Building Speaker-Aware Subtitles with ModelScope cam++ and Paraformer: A Complete Journey of Pitfalls and Practice

If you've ever worked with multimedia content, you know that adding subtitles to videos is a basic task. But if you want to go further and automatically label who said each line in the subtitles, the challenge begins.

This article is my complete record of a hands-on project. Starting from a simple idea, I used open-source models from ModelScope to build, debug, and ultimately create a tool that automatically identifies speakers and generates SRT subtitles. The pitfalls I encountered, the problem-solving process, and reflections on technical boundaries during this journey might be more valuable than the final code itself.

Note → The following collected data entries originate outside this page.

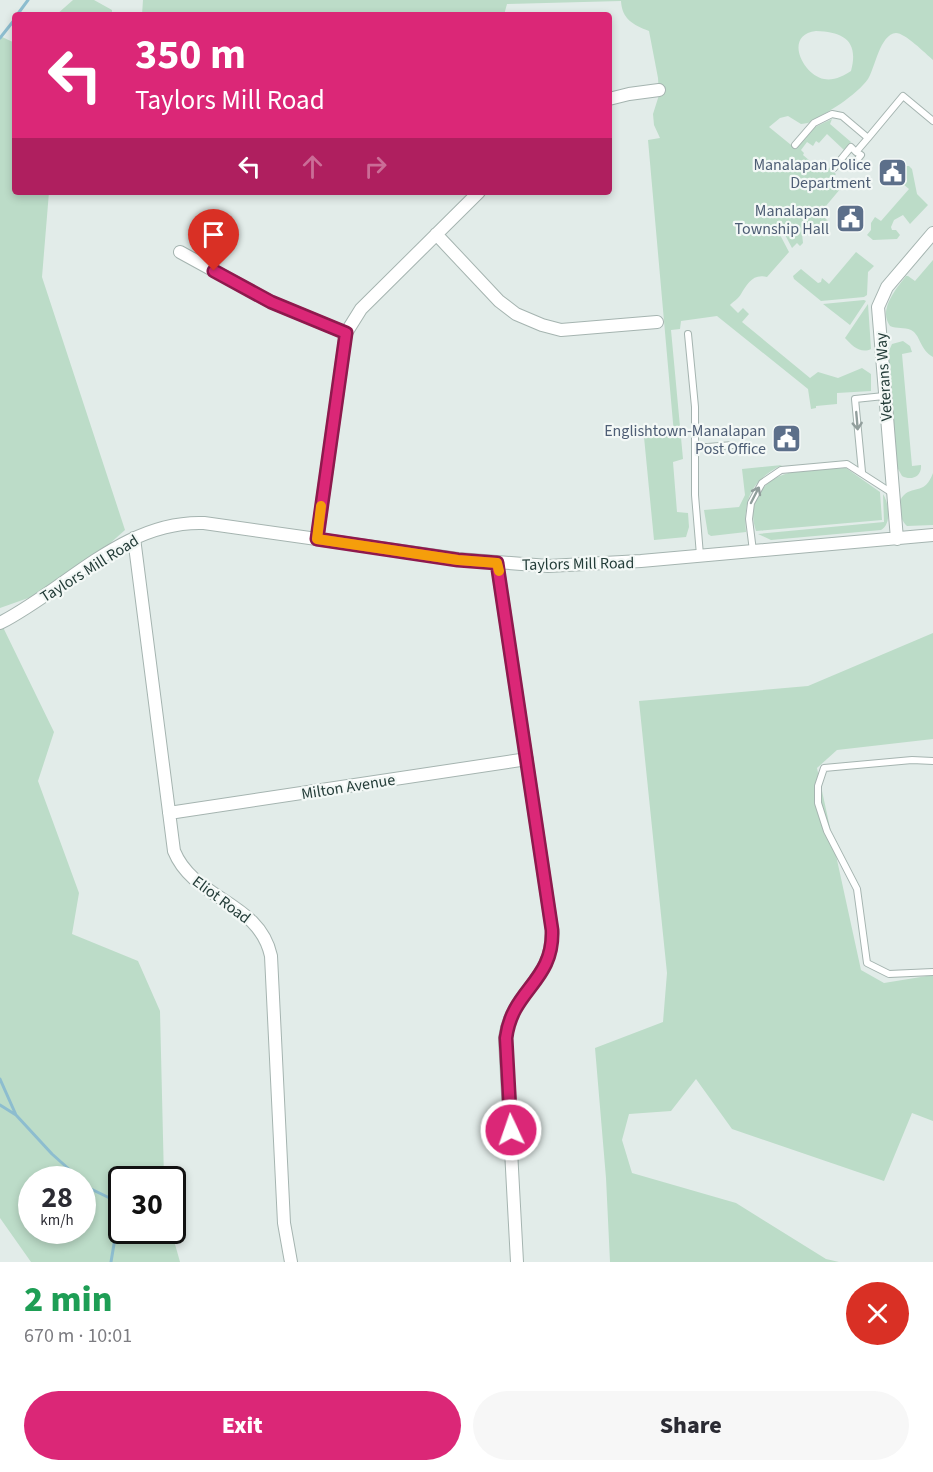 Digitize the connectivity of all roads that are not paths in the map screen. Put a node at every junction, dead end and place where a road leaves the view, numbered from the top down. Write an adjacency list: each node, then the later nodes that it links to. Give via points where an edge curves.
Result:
1 (660, 90): 2 (street)
2 (612, 98)
3 (854, 116): 5 (lane)
4 (933, 121): 6 (lane, via 903,96)
5 (849, 122): 6 (lane); 7 (lane, via 839,114 828,115 814,123)
6 (868, 138): 8 (lane)
7 (795, 146)
8 (856, 152): 9 (lane, via 861,155); 10 (lane, via 851,147)
9 (857, 160)
10 (837, 167)
11 (476, 195): 13 (street)
12 (933, 233): 18 (street, Veterans Way, via 880,302)
13 (435, 234): 15 (street, via 499,301 516,314 542,325 561,330); 16 (street, via 361,309)
14 (180, 252): 16 (street, via 271,302)
15 (657, 322)
16 (346, 333): 26 (street)
17 (688, 334): 20 (lane)
18 (884, 396): 21 (lane, one-way to 21, via 855,399); 22 (street, Veterans Way)
19 (733, 445): 20 (lane)
20 (695, 448): 28 (lane)
21 (862, 472): 22 (lane); 27 (lane, one-way to 21, via 750,507 759,486 769,477 787,469 845,464)
22 (892, 493): 25 (street, Veterans Way)
23 (933, 535): 25 (street, Taylors Mill Road)
24 (134, 538): 26 (street, Taylors Mill Road, via 154,529 194,523); 30 (street, Taylors Mill Road); 33 (street, Eliot Road)
25 (897, 538): 27 (street, Taylors Mill Road)
26 (317, 539): 29 (street, Taylors Mill Road)
27 (753, 552): 28 (street, Taylors Mill Road)
28 (700, 556): 29 (street, Taylors Mill Road, via 588,565)
29 (497, 563): 31 (street)
30 (0, 623)
31 (527, 759): 33 (street, Milton Avenue); 36 (street, via 553,943 543,971 515,1005 506,1038)
32 (933, 761): 34 (lane, via 825,768 818,786 818,803 827,831 857,889 867,963 889,974)
33 (169, 813): 35 (street, Eliot Road, via 174,851 182,866 195,880 249,917 270,949 284,1223)
34 (933, 972)
35 (291, 1262)
36 (517, 1262) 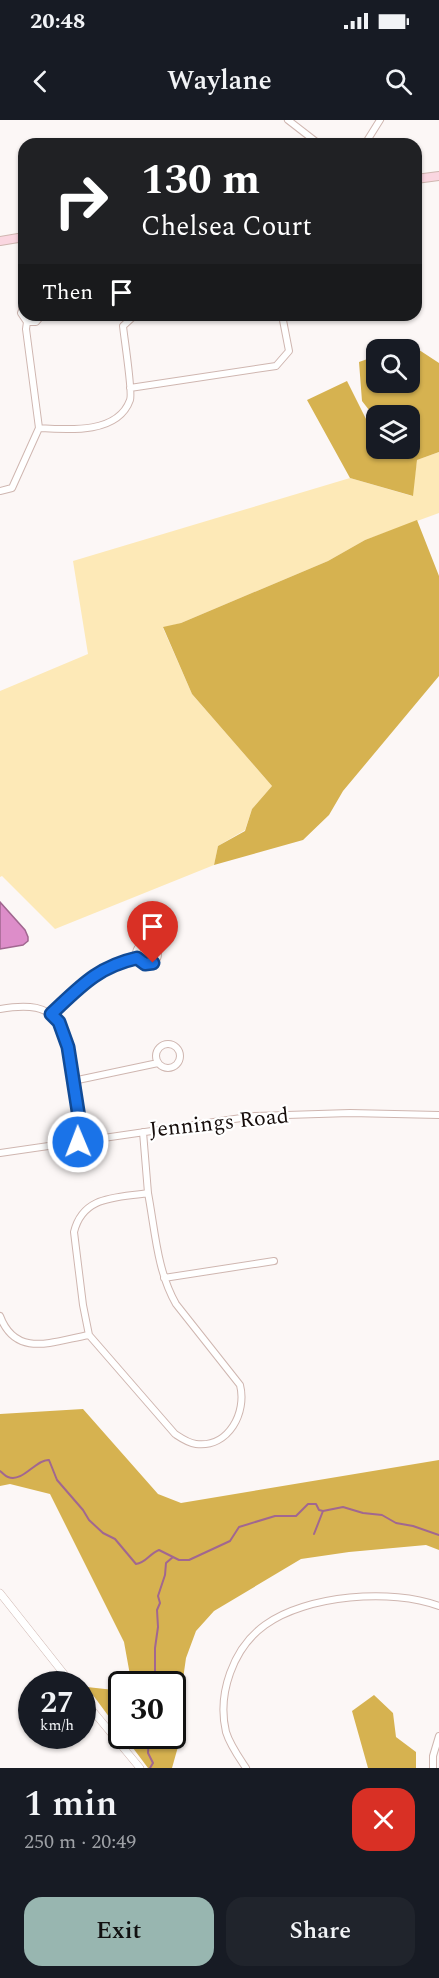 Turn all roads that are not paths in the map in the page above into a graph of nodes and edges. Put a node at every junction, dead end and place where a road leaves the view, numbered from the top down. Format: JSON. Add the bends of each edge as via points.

The Initial Blueprint: Two Models, Each with a Role

The goal was clear: input an audio clip of a multi-person conversation and output SRT subtitles with speaker labels like [spk_0], [spk_1].

To achieve this, a single model isn't enough; it requires a combination:

Speaker Diarization
- Task: Find out "who spoke when." It acts like a detective, scanning the entire audio to segment speech periods from different people, but it doesn't care what they said.
- Chosen Model: iic/speech_campplus_speaker-diarization_common, a seasoned and capable model in the speaker recognition field.
- Model URL: https://www.modelscope.cn/models/iic/speech_campplus_speaker-diarization_common
Automatic Speech Recognition (ASR)
- Task: Handle "what was said." It's responsible for converting speech signals into timestamped text.
- Chosen Model: iic/speech_paraformer-large-vad-punc_asr_nat-zh-cn-16k-common-vocab8404-pytorch, the Paraformer model from the FunASR ecosystem, known for its accuracy and efficiency in Chinese recognition.
- Model URL: https://www.modelscope.cn/models/iic/speech_paraformer-large-vad-punc_asr_nat-zh-cn-16k-common-vocab8404-pytorch
Result Fusion
- Task: This is our own "glue" code. Its job is to take the results from the first two steps and, like a director, precisely assign each line of dialogue (text + timestamps) to the corresponding actor (speaker), ultimately generating the desired SRT subtitles with speaker labels.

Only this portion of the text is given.